If you have serious allergies, please use your best judgment or
consult a health professional to decide if our meals are safe for
Due to our just-in-time sourcing model, we may have to send you a
substitute ingredient. Not to worry! We make sure every ingredient
sent to you meets our high quality standards. We’ll keep you
informed should a switch occur, so please check the ingredient
labels in your meal bag.
You Will Need
Medium Non-Stick Pan
Before You Cook
To ensure food safety, the FDA recommends the following as minimum internal cooking temperatures:
Steak and Pork 145° F (rest cooked meat, 3 minutes) |
Seafood 145° F |
Chicken 165° F |
Ground Beef 160° F |
Ground Turkey 165° F |
Ground Pork 160° F
Make the Slaw
Trim and thinly slice green onions on an angle, keeping white and green portions separate.

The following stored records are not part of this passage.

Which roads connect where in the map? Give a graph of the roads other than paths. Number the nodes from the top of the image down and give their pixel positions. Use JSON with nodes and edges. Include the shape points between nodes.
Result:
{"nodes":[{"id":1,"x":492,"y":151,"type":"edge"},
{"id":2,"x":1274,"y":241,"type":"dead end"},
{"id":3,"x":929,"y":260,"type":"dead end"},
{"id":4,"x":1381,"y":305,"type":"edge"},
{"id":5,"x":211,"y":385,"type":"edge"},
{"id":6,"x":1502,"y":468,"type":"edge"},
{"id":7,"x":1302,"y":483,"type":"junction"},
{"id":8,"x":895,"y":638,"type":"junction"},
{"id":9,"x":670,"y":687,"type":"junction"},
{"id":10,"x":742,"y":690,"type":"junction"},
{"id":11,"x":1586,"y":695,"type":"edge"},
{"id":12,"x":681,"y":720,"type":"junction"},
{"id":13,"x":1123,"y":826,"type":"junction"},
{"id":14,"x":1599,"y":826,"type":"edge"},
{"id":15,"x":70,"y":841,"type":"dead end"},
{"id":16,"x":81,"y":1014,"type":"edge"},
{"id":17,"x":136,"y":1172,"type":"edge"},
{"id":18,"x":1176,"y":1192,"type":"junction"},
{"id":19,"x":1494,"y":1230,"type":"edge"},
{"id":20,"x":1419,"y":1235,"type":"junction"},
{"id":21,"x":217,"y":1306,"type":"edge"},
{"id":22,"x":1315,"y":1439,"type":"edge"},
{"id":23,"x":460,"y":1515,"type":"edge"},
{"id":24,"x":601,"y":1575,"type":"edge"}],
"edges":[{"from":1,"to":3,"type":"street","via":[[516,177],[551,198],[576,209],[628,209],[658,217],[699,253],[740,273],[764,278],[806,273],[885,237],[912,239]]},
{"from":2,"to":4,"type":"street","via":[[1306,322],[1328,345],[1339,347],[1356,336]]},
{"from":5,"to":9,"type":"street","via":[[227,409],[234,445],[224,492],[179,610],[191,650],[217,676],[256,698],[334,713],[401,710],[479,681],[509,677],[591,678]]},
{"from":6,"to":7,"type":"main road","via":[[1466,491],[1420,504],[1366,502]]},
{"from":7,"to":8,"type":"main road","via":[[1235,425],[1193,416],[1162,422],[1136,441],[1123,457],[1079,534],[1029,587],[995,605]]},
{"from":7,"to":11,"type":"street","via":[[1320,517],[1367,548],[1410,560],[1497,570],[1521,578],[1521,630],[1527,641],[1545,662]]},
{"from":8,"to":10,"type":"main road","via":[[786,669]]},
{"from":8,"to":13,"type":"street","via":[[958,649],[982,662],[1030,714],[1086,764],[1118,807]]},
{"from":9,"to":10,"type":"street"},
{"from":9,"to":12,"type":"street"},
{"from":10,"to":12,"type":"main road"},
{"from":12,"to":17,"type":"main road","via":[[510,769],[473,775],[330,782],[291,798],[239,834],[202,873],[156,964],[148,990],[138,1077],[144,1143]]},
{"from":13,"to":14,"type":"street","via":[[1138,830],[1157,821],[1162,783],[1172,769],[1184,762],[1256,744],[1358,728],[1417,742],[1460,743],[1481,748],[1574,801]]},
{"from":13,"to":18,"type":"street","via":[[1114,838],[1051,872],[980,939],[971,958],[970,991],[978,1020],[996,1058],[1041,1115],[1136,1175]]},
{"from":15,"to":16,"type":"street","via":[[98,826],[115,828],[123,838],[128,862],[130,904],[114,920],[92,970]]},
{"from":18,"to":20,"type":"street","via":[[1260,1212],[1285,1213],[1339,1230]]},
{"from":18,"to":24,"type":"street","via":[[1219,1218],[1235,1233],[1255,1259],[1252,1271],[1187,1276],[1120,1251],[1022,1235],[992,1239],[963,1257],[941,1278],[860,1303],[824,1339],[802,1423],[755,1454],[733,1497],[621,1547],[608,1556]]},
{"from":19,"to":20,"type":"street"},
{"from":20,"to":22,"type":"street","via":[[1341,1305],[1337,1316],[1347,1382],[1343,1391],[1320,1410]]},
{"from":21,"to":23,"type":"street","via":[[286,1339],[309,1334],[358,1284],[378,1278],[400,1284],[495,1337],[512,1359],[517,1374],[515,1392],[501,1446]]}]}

In a mixing bowl, combine slaw mix, mayonnaise, Sriracha (to taste), and green portions of green onions. Set aside.
Start the Filling
Cut mushrooms into 1/4" slices.
Place a medium non-stick pan over medium heat and add 2 tsp. olive oil. Add mushrooms to hot pan and stir occasionally until browned, 4-6 minutes.
Finish the Filling
Add ground pork, white portions of green onions, and a pinch of salt to hot pan. Break up meat until no pink remains and pork reaches a minimum internal temperature of 160 degrees, 5-7 minutes.
Stir in hoisin and sesame oil until combined. Remove from burner.
Assemble Tacos and Finish Dish
Wrap tortillas in a damp paper towel and microwave until warm, 30-60 seconds.
Plate dish as picture on front of card, placing filling in tortillas and topping with slaw and wonton strips. Bon appétit!